▶ **INSTRUCTIONS TO FOLLOW**
Print each entry word for word.

[Dataset entries]
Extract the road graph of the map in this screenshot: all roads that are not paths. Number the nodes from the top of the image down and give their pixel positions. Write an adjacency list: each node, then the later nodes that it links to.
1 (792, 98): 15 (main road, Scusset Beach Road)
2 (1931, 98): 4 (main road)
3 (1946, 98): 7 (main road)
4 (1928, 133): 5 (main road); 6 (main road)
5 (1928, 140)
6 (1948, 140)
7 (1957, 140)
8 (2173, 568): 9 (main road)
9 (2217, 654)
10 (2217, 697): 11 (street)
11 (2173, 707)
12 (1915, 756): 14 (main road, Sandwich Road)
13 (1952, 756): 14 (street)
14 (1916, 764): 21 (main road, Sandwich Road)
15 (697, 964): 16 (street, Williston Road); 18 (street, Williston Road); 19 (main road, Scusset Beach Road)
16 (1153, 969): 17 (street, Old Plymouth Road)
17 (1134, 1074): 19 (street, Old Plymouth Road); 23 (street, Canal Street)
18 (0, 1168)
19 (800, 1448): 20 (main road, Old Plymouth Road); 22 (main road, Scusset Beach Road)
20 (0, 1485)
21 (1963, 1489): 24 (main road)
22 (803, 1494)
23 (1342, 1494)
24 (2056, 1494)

▶ **REPLY**
Extract the road graph of the map in this screenshot: all roads that are not paths. Number the nodes from the top of the image down and give their pixel positions. Write an adjacency list: each node, then the later nodes that it links to.
1 (792, 98): 15 (main road, Scusset Beach Road)
2 (1931, 98): 4 (main road)
3 (1946, 98): 7 (main road)
4 (1928, 133): 5 (main road); 6 (main road)
5 (1928, 140)
6 (1948, 140)
7 (1957, 140)
8 (2173, 568): 9 (main road)
9 (2217, 654)
10 (2217, 697): 11 (street)
11 (2173, 707)
12 (1915, 756): 14 (main road, Sandwich Road)
13 (1952, 756): 14 (street)
14 (1916, 764): 21 (main road, Sandwich Road)
15 (697, 964): 16 (street, Williston Road); 18 (street, Williston Road); 19 (main road, Scusset Beach Road)
16 (1153, 969): 17 (street, Old Plymouth Road)
17 (1134, 1074): 19 (street, Old Plymouth Road); 23 (street, Canal Street)
18 (0, 1168)
19 (800, 1448): 20 (main road, Old Plymouth Road); 22 (main road, Scusset Beach Road)
20 (0, 1485)
21 (1963, 1489): 24 (main road)
22 (803, 1494)
23 (1342, 1494)
24 (2056, 1494)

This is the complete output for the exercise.